===== Material provided =====
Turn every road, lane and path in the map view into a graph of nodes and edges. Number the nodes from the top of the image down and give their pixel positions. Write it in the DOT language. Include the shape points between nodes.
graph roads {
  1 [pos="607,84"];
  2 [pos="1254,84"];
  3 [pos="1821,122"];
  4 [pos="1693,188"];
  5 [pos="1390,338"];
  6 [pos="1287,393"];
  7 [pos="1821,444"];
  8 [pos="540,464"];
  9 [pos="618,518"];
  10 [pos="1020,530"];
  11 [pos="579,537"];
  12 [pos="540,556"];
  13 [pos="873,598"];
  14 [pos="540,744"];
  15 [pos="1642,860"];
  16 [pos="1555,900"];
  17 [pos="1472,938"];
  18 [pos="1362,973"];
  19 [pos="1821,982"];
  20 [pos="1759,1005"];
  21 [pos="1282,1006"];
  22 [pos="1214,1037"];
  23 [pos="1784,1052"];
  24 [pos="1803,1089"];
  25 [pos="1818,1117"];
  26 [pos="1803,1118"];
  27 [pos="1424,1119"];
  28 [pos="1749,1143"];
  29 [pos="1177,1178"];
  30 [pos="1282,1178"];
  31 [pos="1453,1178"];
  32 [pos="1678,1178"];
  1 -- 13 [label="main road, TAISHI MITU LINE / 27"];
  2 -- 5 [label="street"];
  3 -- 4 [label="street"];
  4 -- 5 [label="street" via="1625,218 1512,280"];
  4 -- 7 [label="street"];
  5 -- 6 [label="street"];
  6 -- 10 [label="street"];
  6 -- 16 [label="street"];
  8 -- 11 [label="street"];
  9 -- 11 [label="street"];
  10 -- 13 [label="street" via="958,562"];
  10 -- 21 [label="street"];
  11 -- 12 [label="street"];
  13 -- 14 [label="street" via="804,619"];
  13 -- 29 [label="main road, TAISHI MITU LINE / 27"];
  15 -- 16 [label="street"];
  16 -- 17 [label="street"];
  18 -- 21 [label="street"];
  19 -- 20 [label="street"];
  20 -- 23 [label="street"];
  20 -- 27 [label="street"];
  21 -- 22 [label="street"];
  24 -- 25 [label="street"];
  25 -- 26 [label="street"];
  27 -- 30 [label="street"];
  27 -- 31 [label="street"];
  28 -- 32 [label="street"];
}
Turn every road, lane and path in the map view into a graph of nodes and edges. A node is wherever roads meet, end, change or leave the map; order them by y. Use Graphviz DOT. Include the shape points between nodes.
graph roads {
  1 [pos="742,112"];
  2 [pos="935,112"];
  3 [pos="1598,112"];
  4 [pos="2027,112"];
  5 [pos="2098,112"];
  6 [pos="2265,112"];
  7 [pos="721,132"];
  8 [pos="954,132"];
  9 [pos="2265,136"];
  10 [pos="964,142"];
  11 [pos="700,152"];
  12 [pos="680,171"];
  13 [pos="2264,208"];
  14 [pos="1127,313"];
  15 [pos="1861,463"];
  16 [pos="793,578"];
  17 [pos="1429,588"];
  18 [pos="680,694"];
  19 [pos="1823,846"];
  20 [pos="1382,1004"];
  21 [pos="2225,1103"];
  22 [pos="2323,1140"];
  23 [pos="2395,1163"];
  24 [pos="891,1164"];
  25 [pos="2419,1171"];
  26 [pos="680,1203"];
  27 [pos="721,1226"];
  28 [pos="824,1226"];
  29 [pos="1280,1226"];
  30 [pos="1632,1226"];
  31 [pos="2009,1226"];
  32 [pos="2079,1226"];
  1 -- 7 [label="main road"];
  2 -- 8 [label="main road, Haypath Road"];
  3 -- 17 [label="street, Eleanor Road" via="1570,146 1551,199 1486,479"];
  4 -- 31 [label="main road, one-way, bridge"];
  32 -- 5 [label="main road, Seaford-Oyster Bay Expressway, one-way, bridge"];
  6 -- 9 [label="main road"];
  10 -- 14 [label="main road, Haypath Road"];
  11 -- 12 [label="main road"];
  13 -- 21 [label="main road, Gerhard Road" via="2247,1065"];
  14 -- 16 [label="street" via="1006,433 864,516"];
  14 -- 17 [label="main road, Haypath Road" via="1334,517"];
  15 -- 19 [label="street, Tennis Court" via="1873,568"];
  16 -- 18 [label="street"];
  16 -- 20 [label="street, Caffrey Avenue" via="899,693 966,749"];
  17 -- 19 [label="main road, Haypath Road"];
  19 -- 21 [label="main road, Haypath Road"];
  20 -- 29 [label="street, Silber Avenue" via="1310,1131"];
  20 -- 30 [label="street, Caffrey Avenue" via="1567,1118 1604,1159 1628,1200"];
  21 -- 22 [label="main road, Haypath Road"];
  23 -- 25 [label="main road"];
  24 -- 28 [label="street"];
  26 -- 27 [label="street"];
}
=====
Problem requirements:
In your answer, reproduce every entry exactly as it was written.

The answer:
Turn every road, lane and path in the map view into a graph of nodes and edges. Number the nodes from the top of the image down and give their pixel positions. Write it in the DOT language. Include the shape points between nodes.
graph roads {
  1 [pos="607,84"];
  2 [pos="1254,84"];
  3 [pos="1821,122"];
  4 [pos="1693,188"];
  5 [pos="1390,338"];
  6 [pos="1287,393"];
  7 [pos="1821,444"];
  8 [pos="540,464"];
  9 [pos="618,518"];
  10 [pos="1020,530"];
  11 [pos="579,537"];
  12 [pos="540,556"];
  13 [pos="873,598"];
  14 [pos="540,744"];
  15 [pos="1642,860"];
  16 [pos="1555,900"];
  17 [pos="1472,938"];
  18 [pos="1362,973"];
  19 [pos="1821,982"];
  20 [pos="1759,1005"];
  21 [pos="1282,1006"];
  22 [pos="1214,1037"];
  23 [pos="1784,1052"];
  24 [pos="1803,1089"];
  25 [pos="1818,1117"];
  26 [pos="1803,1118"];
  27 [pos="1424,1119"];
  28 [pos="1749,1143"];
  29 [pos="1177,1178"];
  30 [pos="1282,1178"];
  31 [pos="1453,1178"];
  32 [pos="1678,1178"];
  1 -- 13 [label="main road, TAISHI MITU LINE / 27"];
  2 -- 5 [label="street"];
  3 -- 4 [label="street"];
  4 -- 5 [label="street" via="1625,218 1512,280"];
  4 -- 7 [label="street"];
  5 -- 6 [label="street"];
  6 -- 10 [label="street"];
  6 -- 16 [label="street"];
  8 -- 11 [label="street"];
  9 -- 11 [label="street"];
  10 -- 13 [label="street" via="958,562"];
  10 -- 21 [label="street"];
  11 -- 12 [label="street"];
  13 -- 14 [label="street" via="804,619"];
  13 -- 29 [label="main road, TAISHI MITU LINE / 27"];
  15 -- 16 [label="street"];
  16 -- 17 [label="street"];
  18 -- 21 [label="street"];
  19 -- 20 [label="street"];
  20 -- 23 [label="street"];
  20 -- 27 [label="street"];
  21 -- 22 [label="street"];
  24 -- 25 [label="street"];
  25 -- 26 [label="street"];
  27 -- 30 [label="street"];
  27 -- 31 [label="street"];
  28 -- 32 [label="street"];
}
Turn every road, lane and path in the map view into a graph of nodes and edges. A node is wherever roads meet, end, change or leave the map; order them by y. Use Graphviz DOT. Include the shape points between nodes.
graph roads {
  1 [pos="742,112"];
  2 [pos="935,112"];
  3 [pos="1598,112"];
  4 [pos="2027,112"];
  5 [pos="2098,112"];
  6 [pos="2265,112"];
  7 [pos="721,132"];
  8 [pos="954,132"];
  9 [pos="2265,136"];
  10 [pos="964,142"];
  11 [pos="700,152"];
  12 [pos="680,171"];
  13 [pos="2264,208"];
  14 [pos="1127,313"];
  15 [pos="1861,463"];
  16 [pos="793,578"];
  17 [pos="1429,588"];
  18 [pos="680,694"];
  19 [pos="1823,846"];
  20 [pos="1382,1004"];
  21 [pos="2225,1103"];
  22 [pos="2323,1140"];
  23 [pos="2395,1163"];
  24 [pos="891,1164"];
  25 [pos="2419,1171"];
  26 [pos="680,1203"];
  27 [pos="721,1226"];
  28 [pos="824,1226"];
  29 [pos="1280,1226"];
  30 [pos="1632,1226"];
  31 [pos="2009,1226"];
  32 [pos="2079,1226"];
  1 -- 7 [label="main road"];
  2 -- 8 [label="main road, Haypath Road"];
  3 -- 17 [label="street, Eleanor Road" via="1570,146 1551,199 1486,479"];
  4 -- 31 [label="main road, one-way, bridge"];
  32 -- 5 [label="main road, Seaford-Oyster Bay Expressway, one-way, bridge"];
  6 -- 9 [label="main road"];
  10 -- 14 [label="main road, Haypath Road"];
  11 -- 12 [label="main road"];
  13 -- 21 [label="main road, Gerhard Road" via="2247,1065"];
  14 -- 16 [label="street" via="1006,433 864,516"];
  14 -- 17 [label="main road, Haypath Road" via="1334,517"];
  15 -- 19 [label="street, Tennis Court" via="1873,568"];
  16 -- 18 [label="street"];
  16 -- 20 [label="street, Caffrey Avenue" via="899,693 966,749"];
  17 -- 19 [label="main road, Haypath Road"];
  19 -- 21 [label="main road, Haypath Road"];
  20 -- 29 [label="street, Silber Avenue" via="1310,1131"];
  20 -- 30 [label="street, Caffrey Avenue" via="1567,1118 1604,1159 1628,1200"];
  21 -- 22 [label="main road, Haypath Road"];
  23 -- 25 [label="main road"];
  24 -- 28 [label="street"];
  26 -- 27 [label="street"];
}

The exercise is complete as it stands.